PROBLEM DETAILS → Exactly the lines from the one holding "ring dip: (355, 214)" to the end of the listing, both ends included, make up the expected answer.
◇ ◇ ◇ ◇ ◇ ◇ ◇
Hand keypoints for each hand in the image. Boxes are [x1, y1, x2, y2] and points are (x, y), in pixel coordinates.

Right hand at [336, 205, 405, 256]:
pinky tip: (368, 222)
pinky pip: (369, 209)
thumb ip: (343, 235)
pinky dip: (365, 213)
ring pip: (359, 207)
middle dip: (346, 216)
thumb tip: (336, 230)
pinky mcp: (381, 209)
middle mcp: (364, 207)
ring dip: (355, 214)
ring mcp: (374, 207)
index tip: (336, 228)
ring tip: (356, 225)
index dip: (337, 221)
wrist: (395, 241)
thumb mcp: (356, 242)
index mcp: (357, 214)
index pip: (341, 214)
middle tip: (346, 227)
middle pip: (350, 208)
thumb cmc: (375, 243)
◇ ◇ ◇ ◇ ◇ ◇ ◇
EXPECTED ANSWER →
ring dip: (355, 214)
ring mcp: (374, 207)
index tip: (336, 228)
ring tip: (356, 225)
index dip: (337, 221)
wrist: (395, 241)
thumb mcp: (356, 242)
index mcp: (357, 214)
index pip: (341, 214)
middle tip: (346, 227)
middle pip: (350, 208)
thumb cmc: (375, 243)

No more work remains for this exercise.